Barclays, que cultiva minuciosamente la duda, ha comprado tres boletos aéreos y ahora no sabe cuál de ellos usar. Puede ir a Lima, donde están su esposa y su hija menor, que huyeron del calor agobiante tan pronto como la niña salió de vacaciones. Puede ir a Nueva York, donde se encuentran sus dos hijas mayores, ninguna de las cuales necesita desesperadamente verlo. O puede ir a Buenos Aires, donde no lo espera nadie, salvo una agente inmobiliaria de apellido alemán que quiere enseñarle unas casas en venta en un suburbio acomodado al norte de la ciudad.

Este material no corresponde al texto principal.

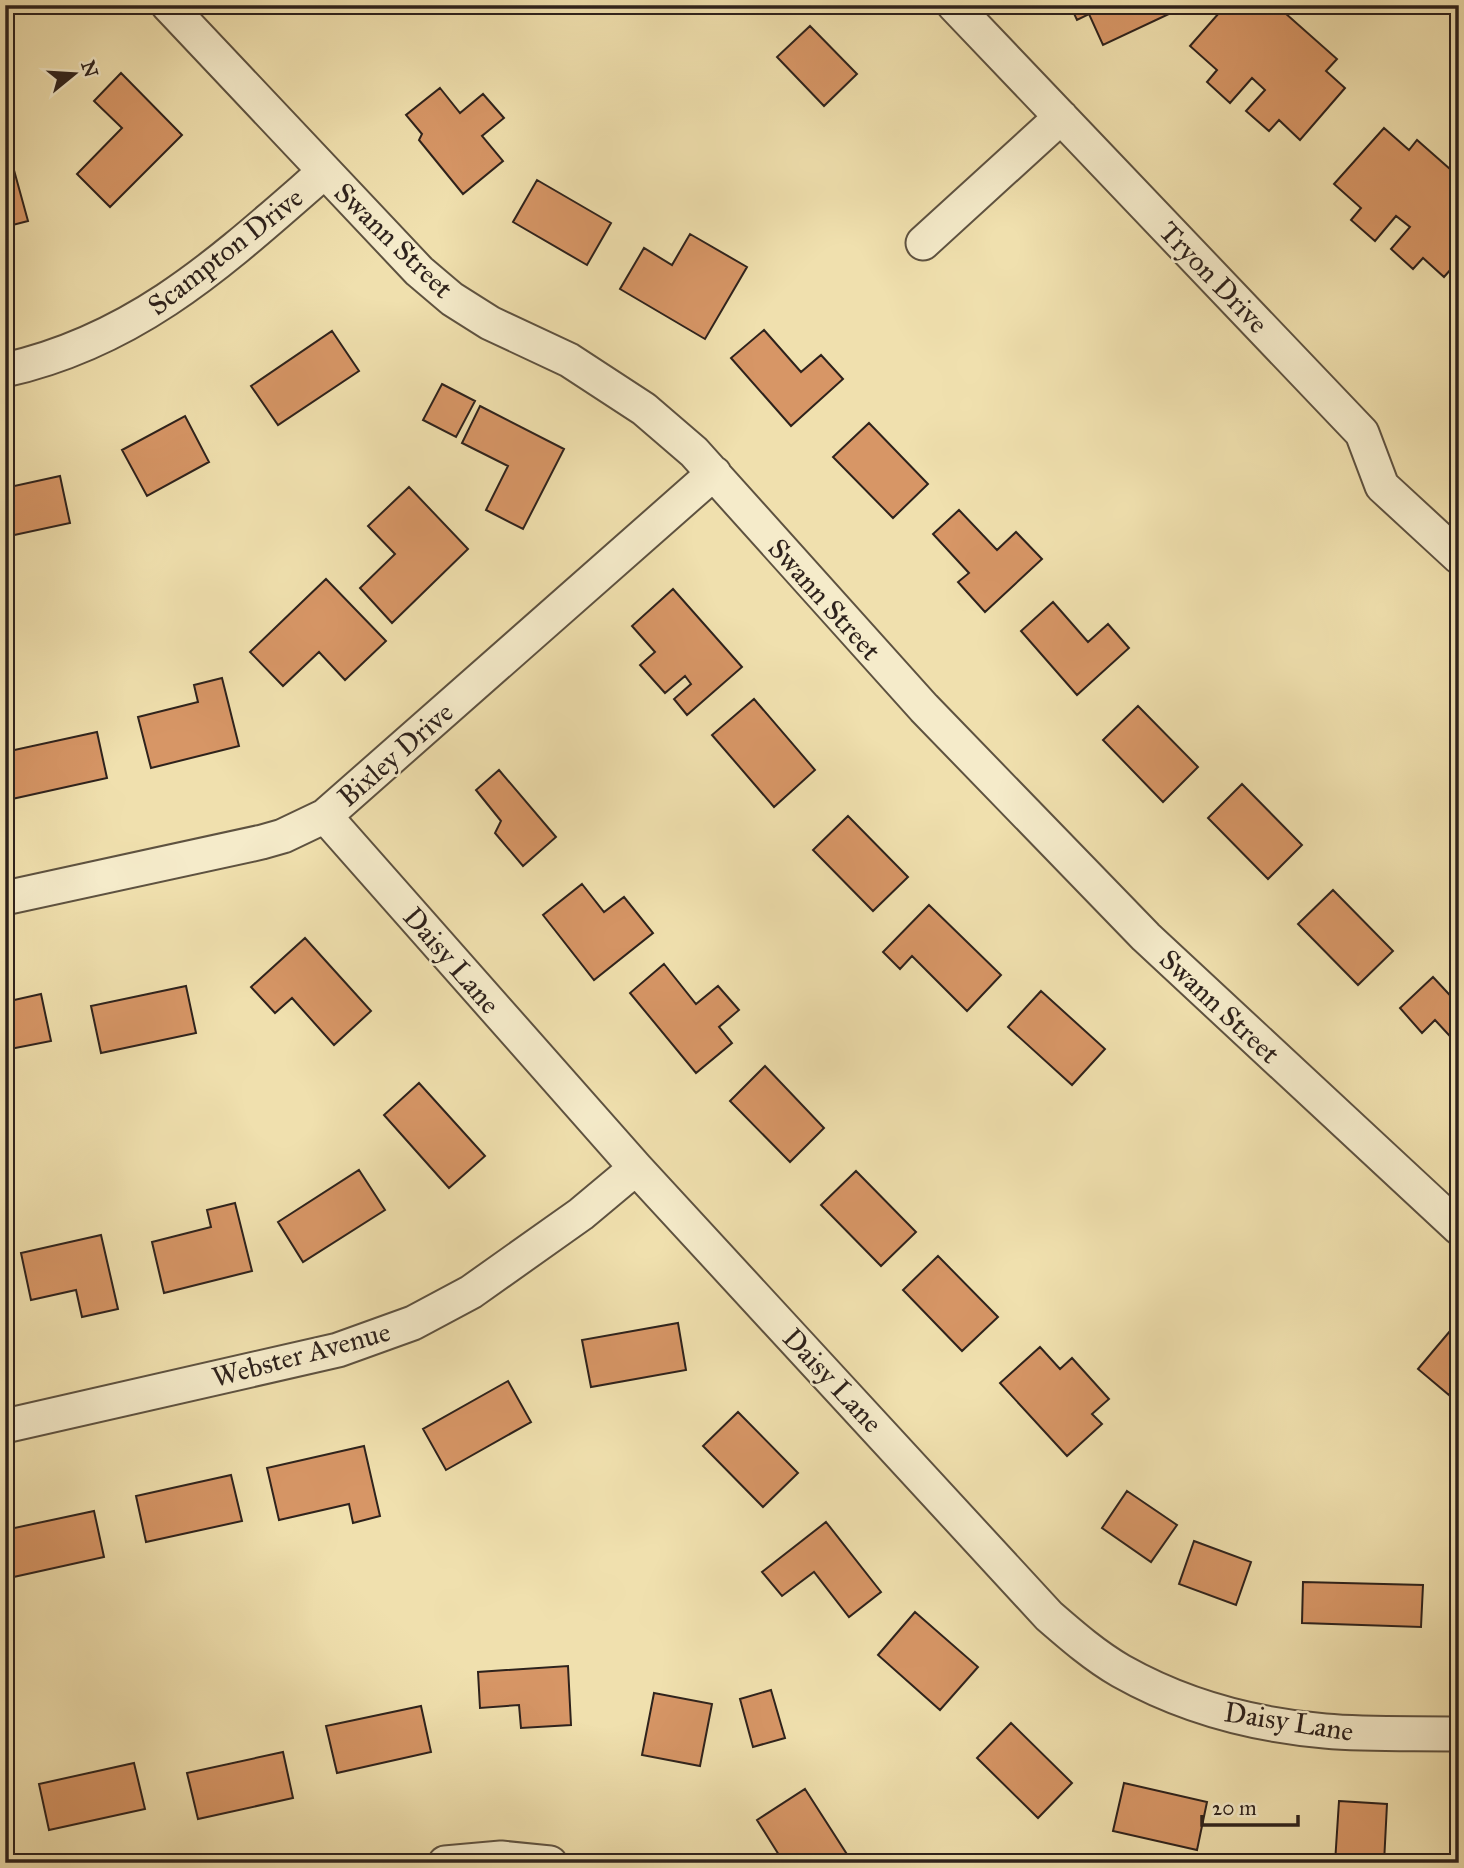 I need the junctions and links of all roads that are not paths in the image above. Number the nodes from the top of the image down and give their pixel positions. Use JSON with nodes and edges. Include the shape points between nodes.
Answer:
{"nodes":[{"id":1,"x":168,"y":5,"type":"edge"},
{"id":2,"x":954,"y":5,"type":"edge"},
{"id":3,"x":1061,"y":117,"type":"junction"},
{"id":4,"x":324,"y":172,"type":"junction"},
{"id":5,"x":923,"y":243,"type":"dead end"},
{"id":6,"x":5,"y":370,"type":"edge"},
{"id":7,"x":714,"y":473,"type":"junction"},
{"id":8,"x":1459,"y":558,"type":"edge"},
{"id":9,"x":325,"y":816,"type":"junction"},
{"id":10,"x":5,"y":898,"type":"edge"},
{"id":11,"x":636,"y":1168,"type":"junction"},
{"id":12,"x":1459,"y":1228,"type":"edge"},
{"id":13,"x":5,"y":1426,"type":"edge"},
{"id":14,"x":1459,"y":1734,"type":"edge"},
{"id":15,"x":445,"y":1863,"type":"edge"},
{"id":16,"x":550,"y":1863,"type":"edge"}],
"edges":[{"from":1,"to":4,"type":"street","name":"Swann Street"},
{"from":2,"to":3,"type":"street","name":"Tryon Drive"},
{"from":3,"to":5,"type":"street"},
{"from":3,"to":8,"type":"street","name":"Tryon Drive","via":[[1362,433],[1382,486]]},
{"from":4,"to":6,"type":"street","name":"Scampton Drive","via":[[187,287],[131,323],[91,343]]},
{"from":4,"to":7,"type":"street","name":"Swann Street","via":[[452,299],[490,323],[569,360],[644,409]]},
{"from":7,"to":9,"type":"street","name":"Bixley Drive"},
{"from":7,"to":12,"type":"street","name":"Swann Street","via":[[923,708],[1146,937]]},
{"from":9,"to":10,"type":"street","name":"Bixley Drive","via":[[262,842]]},
{"from":9,"to":11,"type":"street","name":"Daisy Lane"},
{"from":11,"to":13,"type":"street","name":"Webster Avenue","via":[[581,1214],[471,1292],[413,1323],[338,1350]]},
{"from":11,"to":14,"type":"street","name":"Daisy Lane","via":[[1049,1616],[1092,1652],[1159,1691],[1222,1713],[1326,1732]]},
{"from":15,"to":16,"type":"street","via":[[501,1858]]}]}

Hace dos semanas que Barclays no ve a su esposa, a su hija menor y al perrito del que se ha enamorado y con el que se besa lengua con lengua. Las echa de menos, necesita verlas, abrazarlas, y al caniche lo extraña como si fuera su hijo, y cuando regresa a medianoche de la televisión, entra en la casa y enciende las luces, se siente solo y malquerido porque no está el perrito ladrándole con amor desmesurado y moviéndole la cola con una felicidad y una lealtad conmovedoras. Ninguna criatura viva me quiere tanto como este perrito, piensa, cuando se sienta a jugar con él en la cocina. Pero ahora la casa esta vacía, deshabitada, en silencio, y Barclays se pregunta si debe viajar a Lima a reunirse con su familia. Sería lo más razonable, piensa. Serían cuatro días cómodos, en mi apartamento, con mis chicas, con el perrito, con ayuda doméstica, disfrutando de un clima benévolo, el suave invierno de Lima, con su niebla afantasmada y su garúa melancólica. Debería, pues, viajar a Lima. Pero algo lo frena, lo disuade: las relaciones con su madre, que el año pasado eran espléndidas, al punto que viajaron juntos a Washington para visitar la Casa Blanca, se han deteriorado dramáticamente, pues tanto ella como él son dados al melodrama y la exageración y pasan de la adoración al recelo y la animosidad como dos adolescentes alocados. El corazón de la discordia es uno de naturaleza moral: su madre está mortificada porque él solo sabe escribir de los conflictos familiares, y le ha pedido que deje de escribir sobre la familia, y él se ha sentido agraviado en su libertad creativa y ha dicho que no puede comprometerse a lo que ella le pide. Por favor deja a la familia en paz, le ha dicho ella. No sé escribir de otra manera, se ha defendido él. Entonces deja de escribir, le ha sugerido ella. Si al final ni siquiera te pagan por lo que escribes, ha añadido. No puedo dejar de escribir, ha dicho él. Sería como morirme, ha sentenciado. Esa tensa conversación tuvo lugar en el cuarto de oración que ella, una mujer religiosa, tiene en su casa de Miraflores. Desde entonces no han vuelto a verse. Ni siquiera se escriben. Barclays, rencoroso, no quiere verla. Su esposa tampoco tiene ganas de visitarla. Estar en Lima y no ver a mi madre será doloroso, piensa él. Mejor no voy, si de todos modos iré a finales de mes a presentar una novela en la feria del libro, cuál es el apuro de ir ahora.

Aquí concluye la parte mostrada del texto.